Dataset excerpts:
________________________________________

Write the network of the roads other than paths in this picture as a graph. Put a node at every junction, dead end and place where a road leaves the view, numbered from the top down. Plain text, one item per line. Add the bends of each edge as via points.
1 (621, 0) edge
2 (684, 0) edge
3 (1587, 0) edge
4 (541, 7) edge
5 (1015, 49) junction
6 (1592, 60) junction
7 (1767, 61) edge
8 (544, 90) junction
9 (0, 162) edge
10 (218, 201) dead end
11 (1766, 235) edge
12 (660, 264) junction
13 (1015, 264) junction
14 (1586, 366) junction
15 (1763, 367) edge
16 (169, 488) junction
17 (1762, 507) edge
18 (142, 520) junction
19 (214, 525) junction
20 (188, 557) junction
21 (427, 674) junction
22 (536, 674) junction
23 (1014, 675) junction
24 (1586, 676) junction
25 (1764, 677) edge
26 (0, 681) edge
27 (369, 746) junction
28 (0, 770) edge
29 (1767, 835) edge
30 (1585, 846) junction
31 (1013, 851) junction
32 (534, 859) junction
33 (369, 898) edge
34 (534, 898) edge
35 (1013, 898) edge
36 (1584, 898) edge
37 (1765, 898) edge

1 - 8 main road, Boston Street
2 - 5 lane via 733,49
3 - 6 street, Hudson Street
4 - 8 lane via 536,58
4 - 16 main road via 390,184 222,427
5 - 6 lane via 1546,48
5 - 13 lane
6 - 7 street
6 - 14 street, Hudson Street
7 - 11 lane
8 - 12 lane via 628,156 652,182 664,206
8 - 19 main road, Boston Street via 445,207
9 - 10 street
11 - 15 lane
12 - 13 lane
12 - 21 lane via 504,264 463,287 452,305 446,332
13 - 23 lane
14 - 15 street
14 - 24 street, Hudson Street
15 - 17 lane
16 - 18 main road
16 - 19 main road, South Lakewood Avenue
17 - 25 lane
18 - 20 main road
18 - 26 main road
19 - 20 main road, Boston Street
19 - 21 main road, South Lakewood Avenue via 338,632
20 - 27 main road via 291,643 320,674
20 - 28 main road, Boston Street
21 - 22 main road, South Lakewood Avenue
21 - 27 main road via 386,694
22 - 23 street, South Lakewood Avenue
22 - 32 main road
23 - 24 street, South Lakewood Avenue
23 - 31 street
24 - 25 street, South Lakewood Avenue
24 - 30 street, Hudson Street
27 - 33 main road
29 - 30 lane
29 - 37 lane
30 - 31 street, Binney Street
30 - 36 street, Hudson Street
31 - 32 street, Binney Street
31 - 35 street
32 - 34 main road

________________________________________

→ What to produce:
From the data above, copy each line where the string "South" appears.

→ The answer:
16 - 19 main road, South Lakewood Avenue
19 - 21 main road, South Lakewood Avenue via 338,632
21 - 22 main road, South Lakewood Avenue
22 - 23 street, South Lakewood Avenue
23 - 24 street, South Lakewood Avenue
24 - 25 street, South Lakewood Avenue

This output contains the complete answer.